Full modernization of Nurek HPP requires $700 million
By Kamila Aliyeva
The modernization of the Nurek hydro power plant (HPP) in Tajikistan, which will be carried out in two phases, will require 10 years and $700 million.
The cost of the first phase of the project is $350 million and these funds are allocated by international financial institutions.
In particular, the International Development Association (World Bank) allocated $225 million, the Asian Bank for Infrastructure Investments (ABIA) - $60 million. About $57 million of the total amount are grant funds. The implementation period for the first phase of the project is 5 years, Avesta reported.
The government of Tajikistan has attracted and spent 79 million for the modernization of the HPP, or, more precisely, for the reconstruction of the open switchgears (500-kV and 200-kV). However, other parts of the hydro power plant also need reconstruction, including hydroelectric generators.

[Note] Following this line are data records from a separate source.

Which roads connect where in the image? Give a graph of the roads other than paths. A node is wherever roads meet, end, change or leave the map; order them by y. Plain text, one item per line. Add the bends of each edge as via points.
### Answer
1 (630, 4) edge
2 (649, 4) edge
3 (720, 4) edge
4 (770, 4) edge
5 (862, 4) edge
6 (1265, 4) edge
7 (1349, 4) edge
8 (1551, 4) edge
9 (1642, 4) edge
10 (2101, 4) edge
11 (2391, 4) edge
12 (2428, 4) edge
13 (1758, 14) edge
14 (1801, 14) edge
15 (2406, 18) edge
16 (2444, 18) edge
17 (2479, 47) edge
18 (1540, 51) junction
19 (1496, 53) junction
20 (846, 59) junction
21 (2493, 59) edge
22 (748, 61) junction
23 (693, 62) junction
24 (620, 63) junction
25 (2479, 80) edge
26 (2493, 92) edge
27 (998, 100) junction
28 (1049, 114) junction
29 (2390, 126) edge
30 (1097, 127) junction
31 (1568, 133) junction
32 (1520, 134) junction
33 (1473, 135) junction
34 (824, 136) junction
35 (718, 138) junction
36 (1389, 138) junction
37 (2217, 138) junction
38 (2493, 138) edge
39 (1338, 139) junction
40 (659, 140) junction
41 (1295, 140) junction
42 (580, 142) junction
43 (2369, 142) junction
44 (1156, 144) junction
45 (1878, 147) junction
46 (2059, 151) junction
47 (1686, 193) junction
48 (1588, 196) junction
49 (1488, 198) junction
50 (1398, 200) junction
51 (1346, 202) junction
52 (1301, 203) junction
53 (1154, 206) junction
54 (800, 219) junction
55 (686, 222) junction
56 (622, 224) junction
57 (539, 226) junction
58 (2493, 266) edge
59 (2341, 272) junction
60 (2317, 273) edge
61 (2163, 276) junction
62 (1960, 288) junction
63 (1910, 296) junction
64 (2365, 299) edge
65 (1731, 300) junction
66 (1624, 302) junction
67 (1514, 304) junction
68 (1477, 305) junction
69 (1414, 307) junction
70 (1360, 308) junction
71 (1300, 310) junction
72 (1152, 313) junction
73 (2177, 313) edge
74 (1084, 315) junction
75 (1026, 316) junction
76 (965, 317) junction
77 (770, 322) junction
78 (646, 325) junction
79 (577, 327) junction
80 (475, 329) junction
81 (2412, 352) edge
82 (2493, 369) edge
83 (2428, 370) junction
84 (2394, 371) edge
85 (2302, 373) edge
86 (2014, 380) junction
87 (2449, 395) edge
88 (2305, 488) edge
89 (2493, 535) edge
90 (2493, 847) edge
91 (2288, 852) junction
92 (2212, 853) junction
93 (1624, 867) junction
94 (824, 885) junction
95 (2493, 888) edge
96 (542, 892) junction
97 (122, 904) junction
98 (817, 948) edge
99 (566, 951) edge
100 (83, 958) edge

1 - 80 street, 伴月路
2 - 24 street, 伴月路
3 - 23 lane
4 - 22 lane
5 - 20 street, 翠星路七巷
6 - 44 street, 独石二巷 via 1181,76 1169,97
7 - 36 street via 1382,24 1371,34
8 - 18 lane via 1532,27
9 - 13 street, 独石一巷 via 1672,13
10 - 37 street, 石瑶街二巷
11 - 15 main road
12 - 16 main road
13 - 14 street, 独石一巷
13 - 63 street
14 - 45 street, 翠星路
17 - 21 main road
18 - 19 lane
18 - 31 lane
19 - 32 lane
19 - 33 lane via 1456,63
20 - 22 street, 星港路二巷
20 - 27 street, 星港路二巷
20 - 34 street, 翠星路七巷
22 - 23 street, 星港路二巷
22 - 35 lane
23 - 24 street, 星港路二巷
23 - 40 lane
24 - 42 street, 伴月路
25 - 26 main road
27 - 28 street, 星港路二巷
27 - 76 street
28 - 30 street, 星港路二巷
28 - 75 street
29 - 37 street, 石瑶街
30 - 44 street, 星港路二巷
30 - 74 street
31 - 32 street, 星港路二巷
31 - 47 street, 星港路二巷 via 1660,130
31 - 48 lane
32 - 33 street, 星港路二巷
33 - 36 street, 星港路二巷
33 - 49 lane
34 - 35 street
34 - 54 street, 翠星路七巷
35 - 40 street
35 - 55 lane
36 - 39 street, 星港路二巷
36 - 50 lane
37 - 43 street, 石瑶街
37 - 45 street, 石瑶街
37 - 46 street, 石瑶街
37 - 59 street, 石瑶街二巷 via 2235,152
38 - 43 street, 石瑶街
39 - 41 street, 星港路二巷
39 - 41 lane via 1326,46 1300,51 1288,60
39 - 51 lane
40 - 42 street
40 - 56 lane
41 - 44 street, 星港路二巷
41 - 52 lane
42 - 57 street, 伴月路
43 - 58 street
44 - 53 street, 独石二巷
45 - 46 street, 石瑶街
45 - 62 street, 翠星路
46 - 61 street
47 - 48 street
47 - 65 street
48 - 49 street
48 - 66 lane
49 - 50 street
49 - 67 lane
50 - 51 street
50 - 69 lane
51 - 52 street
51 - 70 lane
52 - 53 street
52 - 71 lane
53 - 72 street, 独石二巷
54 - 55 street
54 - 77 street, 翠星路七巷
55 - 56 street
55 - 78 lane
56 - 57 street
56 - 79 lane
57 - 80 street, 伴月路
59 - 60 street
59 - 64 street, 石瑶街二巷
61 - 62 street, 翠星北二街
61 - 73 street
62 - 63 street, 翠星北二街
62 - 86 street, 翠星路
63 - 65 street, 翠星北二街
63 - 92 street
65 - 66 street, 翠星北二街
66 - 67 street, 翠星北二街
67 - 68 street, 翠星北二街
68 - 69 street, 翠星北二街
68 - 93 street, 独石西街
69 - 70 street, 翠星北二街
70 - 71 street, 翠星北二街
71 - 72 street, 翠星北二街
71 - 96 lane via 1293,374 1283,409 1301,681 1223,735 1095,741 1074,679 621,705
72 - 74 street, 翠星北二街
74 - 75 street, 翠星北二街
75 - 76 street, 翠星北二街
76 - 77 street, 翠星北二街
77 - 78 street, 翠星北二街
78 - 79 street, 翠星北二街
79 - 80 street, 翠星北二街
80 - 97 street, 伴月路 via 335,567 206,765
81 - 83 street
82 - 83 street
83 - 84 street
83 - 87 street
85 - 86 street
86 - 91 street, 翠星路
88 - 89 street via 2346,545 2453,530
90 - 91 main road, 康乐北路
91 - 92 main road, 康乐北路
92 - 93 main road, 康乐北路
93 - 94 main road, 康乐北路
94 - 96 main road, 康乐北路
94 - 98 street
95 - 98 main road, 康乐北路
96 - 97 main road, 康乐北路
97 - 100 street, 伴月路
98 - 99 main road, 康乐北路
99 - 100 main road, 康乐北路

In 2009, the turbine was modernized at Unit 3, which allowed increasing the generator's capacity from 150 MW to 335 MW. In 2013, the wheel was replaced and the turbines of the Unit 8 were modernized.
The capacity of the Nurek hydropower plant in Tajikistan, after its modernization, will reach 3,300 MW, or increase by 10 percent, according to the Ministry of Energy and Water Resources.
The Nurek HPP is the country and Central Asia’s largest hydropower facility providing over 70 percent of the total generation in Tajikistan. It is part of the Vakhsh cascade of hydropower plants. The plant’s installed capacity is 3,000 MW (eight 335 MW units and one 320 MW unit). It was commissioned in 1972; the latest unit was commissioned in 1979. At present, the plant is operating at 77 percent of its design capacity because of obsolete equipment and lack of maintenance. Therefore, the maximum capacity of the Nurek HPP in recent years has not exceeded 2,220 MW.
The storage volume of the reservoir is 10.5 cu km (the effective storage is 4.5 cu km); its surface area is 98 sq km and length about 70 km. The dam has 300 m in height (the world’s highest dam of this type until 2013). The average output exceeded 10,223 million kWh a year between 2014 and 2016.
Mountainous Tajikistan experiences frequent power blackouts. Previously, Central Asia had a unified energy system. It included 83 power plants with total capacity of 25,000 megawatts in the territory of Uzbekistan, Tajikistan, Kyrgyzstan, Turkmenistan and southern Kazakhstan.
In winter, Tajikistan and Kyrgyzstan accumulated water in reservoirs and received electricity and energy resources (coal and natural gas) from Kazakhstan, Turkmenistan and Uzbekistan. In summer, Tajikistan and Kyrgyzstan sent water to Uzbekistan and Kazakhstan for irrigation farming.
As much as 50 percent of the power generating capacity in the united power grid of Central Asia and Southern Kazakhstan was concentrated in Uzbekistan.
However, after Turkmenistan and Uzbekistan left the unified energy system of Central Asia in 2003 and 2009, respectively, the system ceased to function.